Exercise data -

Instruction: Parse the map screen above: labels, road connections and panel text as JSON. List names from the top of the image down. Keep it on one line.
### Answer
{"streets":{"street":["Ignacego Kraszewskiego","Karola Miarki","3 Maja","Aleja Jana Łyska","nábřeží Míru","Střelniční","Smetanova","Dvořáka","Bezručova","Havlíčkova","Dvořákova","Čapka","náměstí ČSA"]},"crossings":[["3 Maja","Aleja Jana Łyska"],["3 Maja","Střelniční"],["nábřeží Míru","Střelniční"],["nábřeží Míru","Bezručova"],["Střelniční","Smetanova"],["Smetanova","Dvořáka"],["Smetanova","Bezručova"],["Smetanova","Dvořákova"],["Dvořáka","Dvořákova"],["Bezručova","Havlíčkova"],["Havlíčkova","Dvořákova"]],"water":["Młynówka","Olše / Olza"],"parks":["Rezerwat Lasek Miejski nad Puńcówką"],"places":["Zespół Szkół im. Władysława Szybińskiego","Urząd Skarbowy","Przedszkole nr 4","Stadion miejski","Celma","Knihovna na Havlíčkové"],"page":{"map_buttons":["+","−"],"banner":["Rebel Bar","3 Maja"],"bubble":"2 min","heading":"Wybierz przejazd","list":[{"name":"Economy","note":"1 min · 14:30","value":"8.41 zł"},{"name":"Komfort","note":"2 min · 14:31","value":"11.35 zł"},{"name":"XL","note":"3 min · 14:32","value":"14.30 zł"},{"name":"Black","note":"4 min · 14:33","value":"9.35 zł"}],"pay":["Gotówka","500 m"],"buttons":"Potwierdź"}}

Brief -
Reproduce each line above exactly.

Solution to the problem -
Instruction: Parse the map screen above: labels, road connections and panel text as JSON. List names from the top of the image down. Keep it on one line.
### Answer
{"streets":{"street":["Ignacego Kraszewskiego","Karola Miarki","3 Maja","Aleja Jana Łyska","nábřeží Míru","Střelniční","Smetanova","Dvořáka","Bezručova","Havlíčkova","Dvořákova","Čapka","náměstí ČSA"]},"crossings":[["3 Maja","Aleja Jana Łyska"],["3 Maja","Střelniční"],["nábřeží Míru","Střelniční"],["nábřeží Míru","Bezručova"],["Střelniční","Smetanova"],["Smetanova","Dvořáka"],["Smetanova","Bezručova"],["Smetanova","Dvořákova"],["Dvořáka","Dvořákova"],["Bezručova","Havlíčkova"],["Havlíčkova","Dvořákova"]],"water":["Młynówka","Olše / Olza"],"parks":["Rezerwat Lasek Miejski nad Puńcówką"],"places":["Zespół Szkół im. Władysława Szybińskiego","Urząd Skarbowy","Przedszkole nr 4","Stadion miejski","Celma","Knihovna na Havlíčkové"],"page":{"map_buttons":["+","−"],"banner":["Rebel Bar","3 Maja"],"bubble":"2 min","heading":"Wybierz przejazd","list":[{"name":"Economy","note":"1 min · 14:30","value":"8.41 zł"},{"name":"Komfort","note":"2 min · 14:31","value":"11.35 zł"},{"name":"XL","note":"3 min · 14:32","value":"14.30 zł"},{"name":"Black","note":"4 min · 14:33","value":"9.35 zł"}],"pay":["Gotówka","500 m"],"buttons":"Potwierdź"}}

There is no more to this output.